■ **GIVEN RECORDS**
- - - - - - -

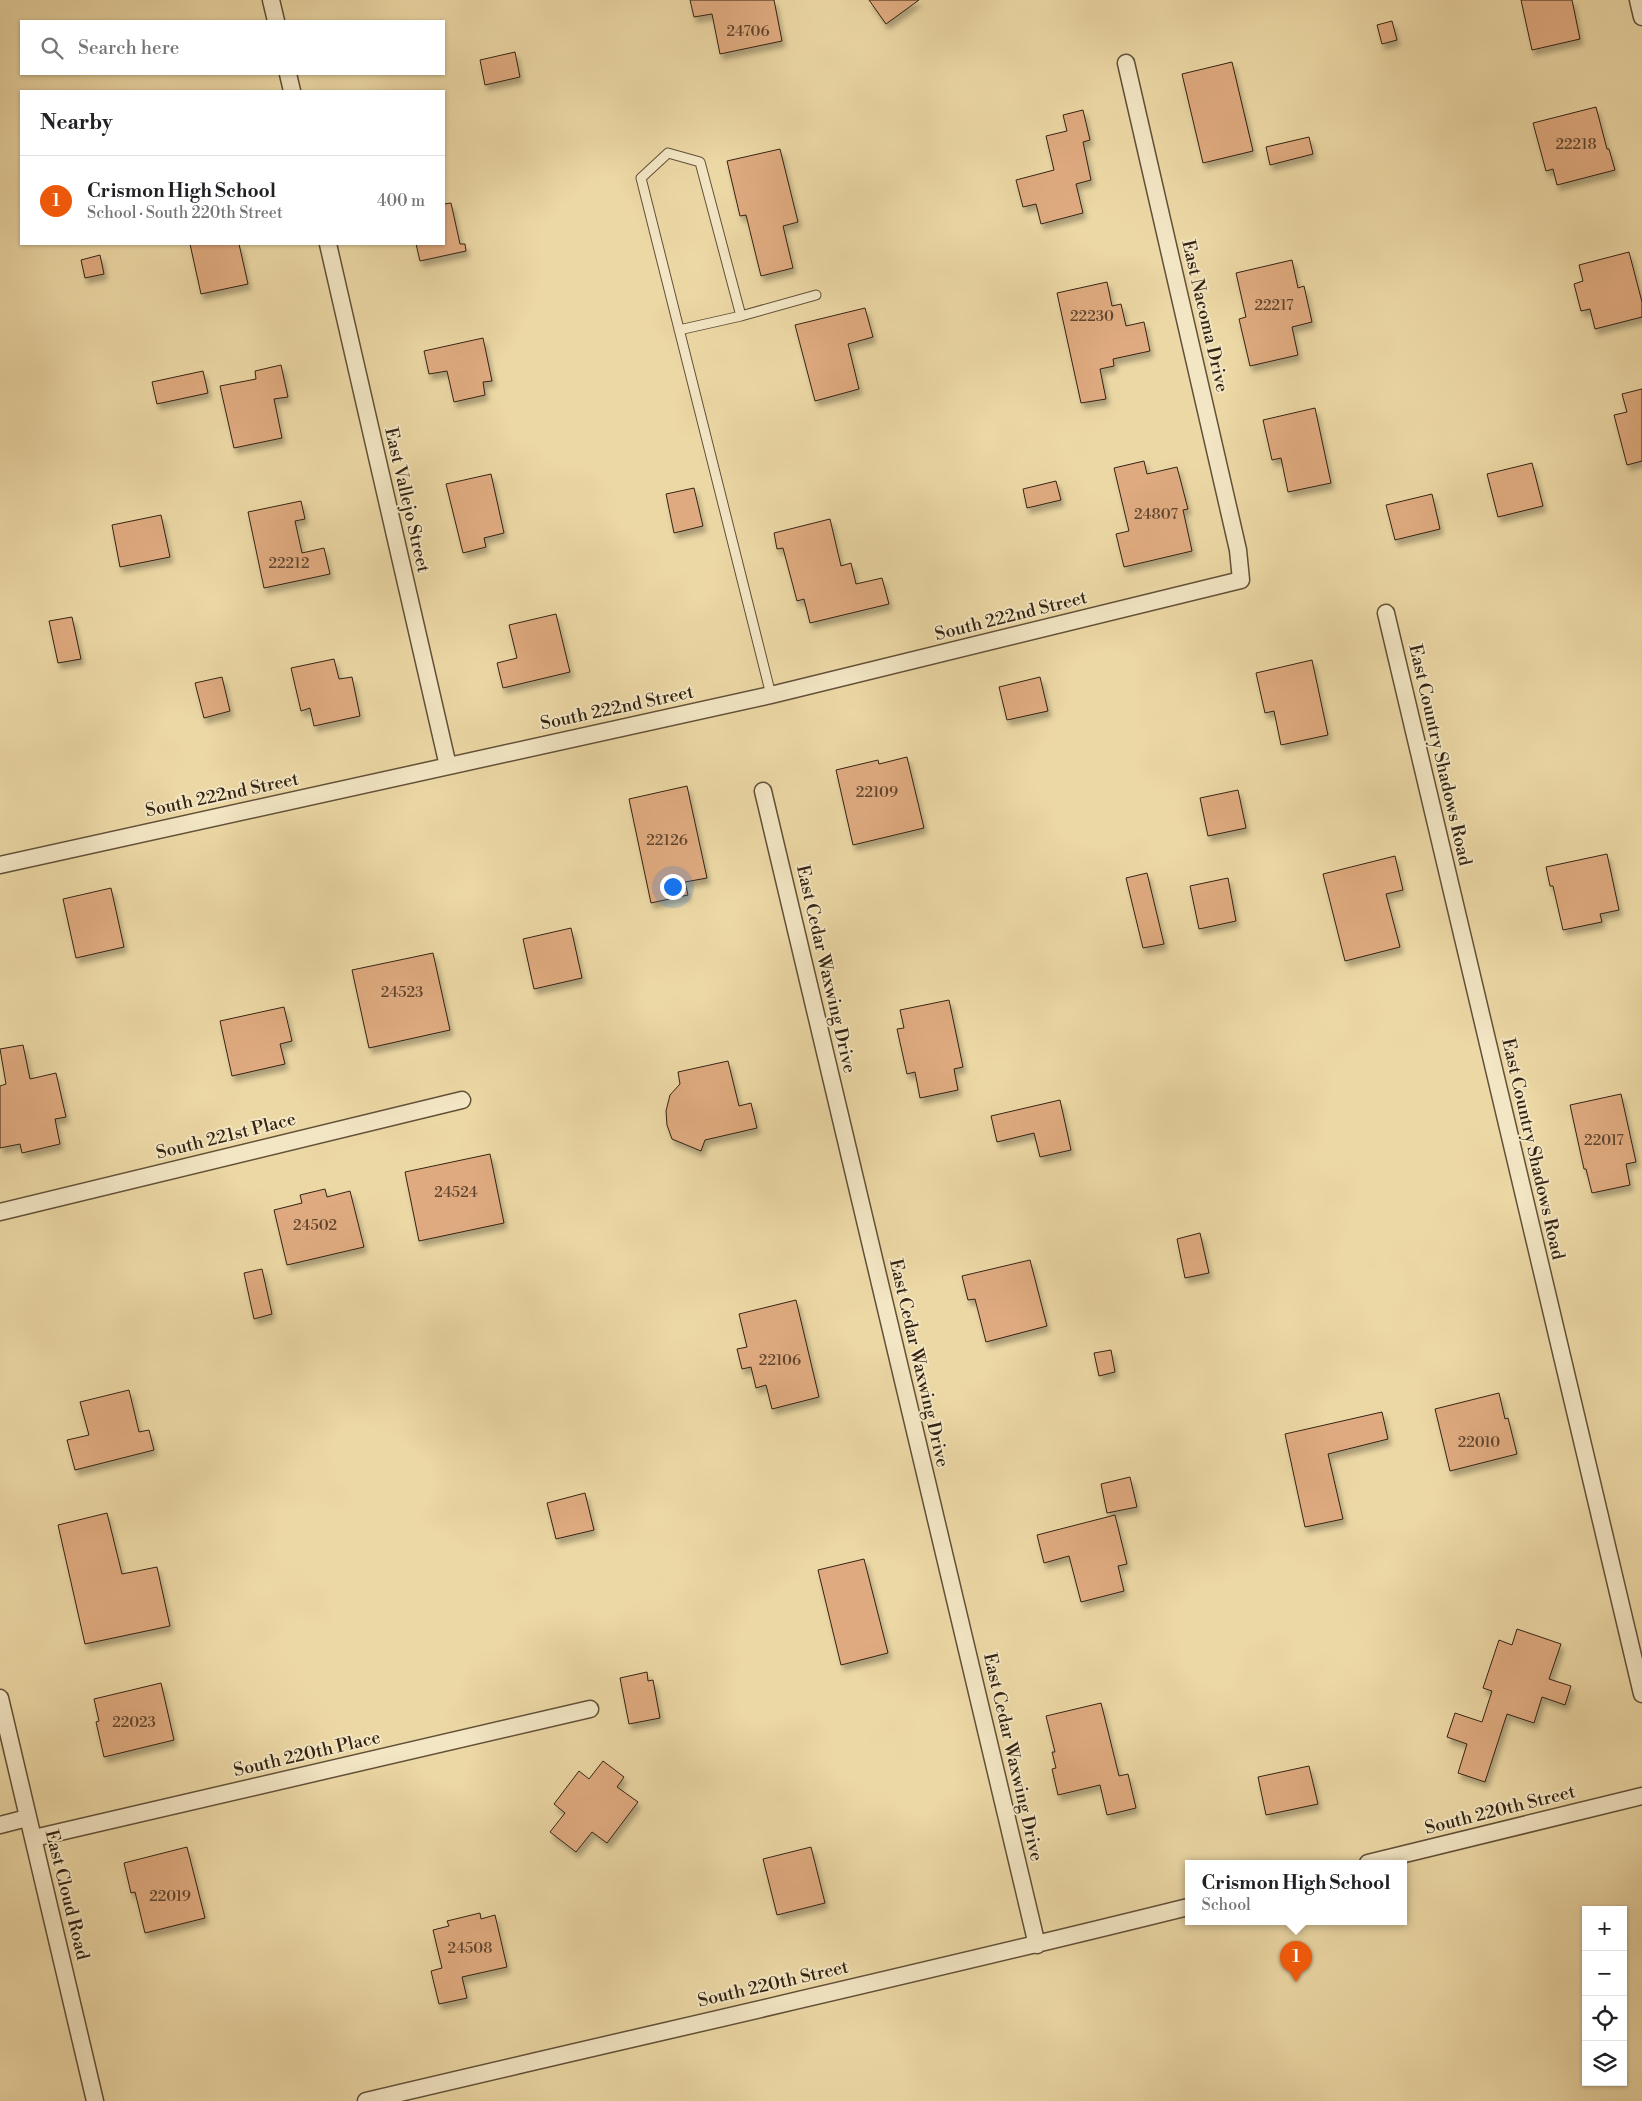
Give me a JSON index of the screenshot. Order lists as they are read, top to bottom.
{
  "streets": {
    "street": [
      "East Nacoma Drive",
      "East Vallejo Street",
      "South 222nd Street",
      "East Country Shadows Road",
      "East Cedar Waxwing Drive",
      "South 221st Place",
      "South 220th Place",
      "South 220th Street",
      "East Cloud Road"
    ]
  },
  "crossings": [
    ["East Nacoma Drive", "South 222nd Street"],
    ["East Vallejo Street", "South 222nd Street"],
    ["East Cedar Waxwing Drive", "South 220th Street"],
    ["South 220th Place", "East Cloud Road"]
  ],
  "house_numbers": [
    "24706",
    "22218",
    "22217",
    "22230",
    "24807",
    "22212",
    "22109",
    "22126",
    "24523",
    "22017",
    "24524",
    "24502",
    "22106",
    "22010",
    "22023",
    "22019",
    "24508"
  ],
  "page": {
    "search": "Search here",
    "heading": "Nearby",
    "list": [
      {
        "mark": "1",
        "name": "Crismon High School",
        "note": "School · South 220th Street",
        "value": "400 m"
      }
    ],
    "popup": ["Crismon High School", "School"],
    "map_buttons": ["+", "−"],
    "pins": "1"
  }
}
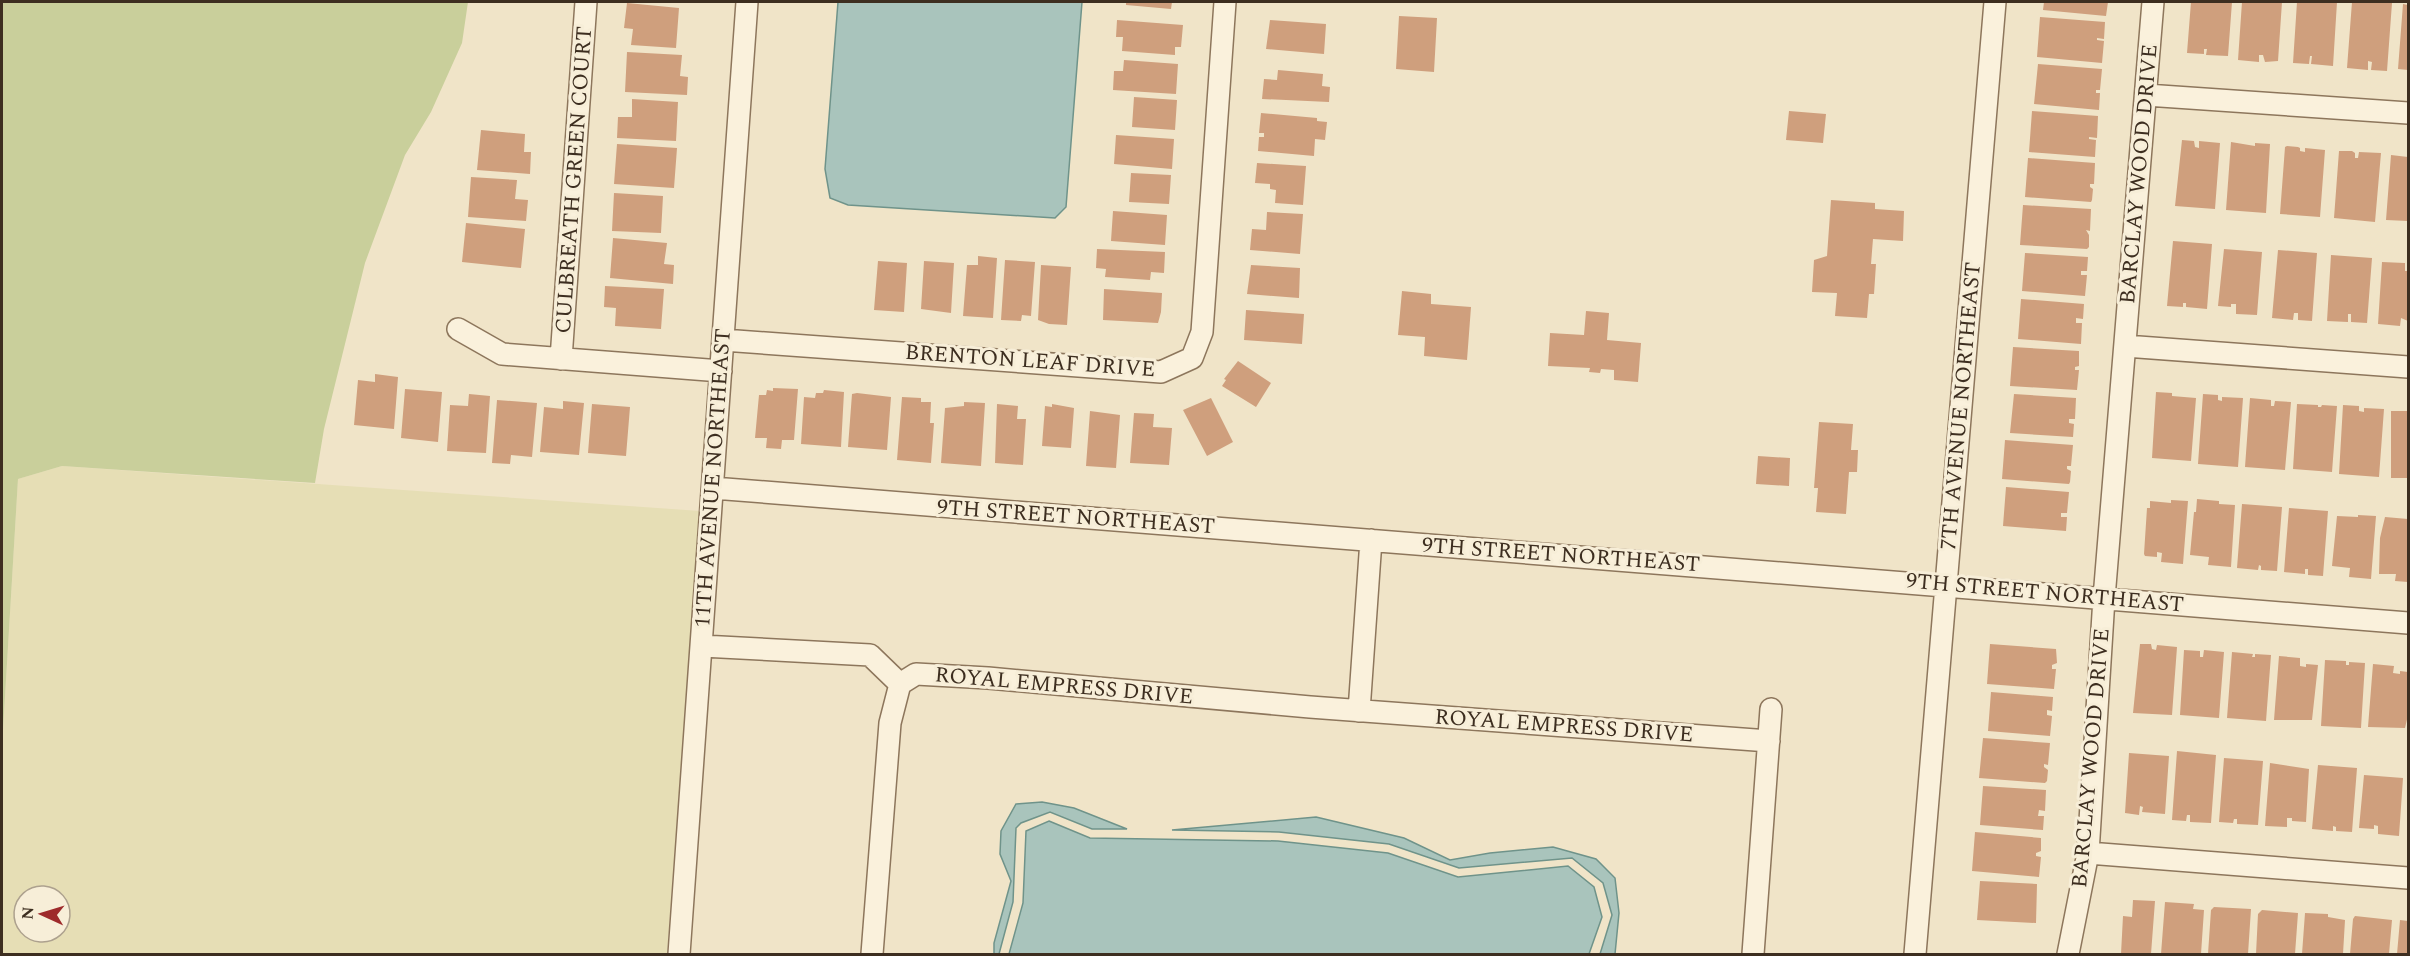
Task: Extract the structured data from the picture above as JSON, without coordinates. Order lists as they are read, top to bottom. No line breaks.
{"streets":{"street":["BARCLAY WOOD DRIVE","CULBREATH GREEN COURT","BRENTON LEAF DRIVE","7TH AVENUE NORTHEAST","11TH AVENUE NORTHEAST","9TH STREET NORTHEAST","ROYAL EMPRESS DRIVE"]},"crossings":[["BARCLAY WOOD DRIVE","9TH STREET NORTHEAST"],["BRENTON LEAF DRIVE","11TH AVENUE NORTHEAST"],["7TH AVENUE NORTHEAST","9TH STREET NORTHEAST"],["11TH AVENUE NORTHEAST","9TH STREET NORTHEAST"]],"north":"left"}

- - - - - - -

Leaving the pictures out, write out all the material above exactly.

Give me a JSON index of the screenshot. Order lists as they are read, top to bottom.
{
  "streets": {
    "street": [
      "East Nacoma Drive",
      "East Vallejo Street",
      "South 222nd Street",
      "East Country Shadows Road",
      "East Cedar Waxwing Drive",
      "South 221st Place",
      "South 220th Place",
      "South 220th Street",
      "East Cloud Road"
    ]
  },
  "crossings": [
    ["East Nacoma Drive", "South 222nd Street"],
    ["East Vallejo Street", "South 222nd Street"],
    ["East Cedar Waxwing Drive", "South 220th Street"],
    ["South 220th Place", "East Cloud Road"]
  ],
  "house_numbers": [
    "24706",
    "22218",
    "22217",
    "22230",
    "24807",
    "22212",
    "22109",
    "22126",
    "24523",
    "22017",
    "24524",
    "24502",
    "22106",
    "22010",
    "22023",
    "22019",
    "24508"
  ],
  "page": {
    "search": "Search here",
    "heading": "Nearby",
    "list": [
      {
        "mark": "1",
        "name": "Crismon High School",
        "note": "School · South 220th Street",
        "value": "400 m"
      }
    ],
    "popup": ["Crismon High School", "School"],
    "map_buttons": ["+", "−"],
    "pins": "1"
  }
}
Task: Extract the structured data from the picture above as JSON, without coordinates. Order lists as they are read, top to bottom. No line breaks.
{"streets":{"street":["BARCLAY WOOD DRIVE","CULBREATH GREEN COURT","BRENTON LEAF DRIVE","7TH AVENUE NORTHEAST","11TH AVENUE NORTHEAST","9TH STREET NORTHEAST","ROYAL EMPRESS DRIVE"]},"crossings":[["BARCLAY WOOD DRIVE","9TH STREET NORTHEAST"],["BRENTON LEAF DRIVE","11TH AVENUE NORTHEAST"],["7TH AVENUE NORTHEAST","9TH STREET NORTHEAST"],["11TH AVENUE NORTHEAST","9TH STREET NORTHEAST"]],"north":"left"}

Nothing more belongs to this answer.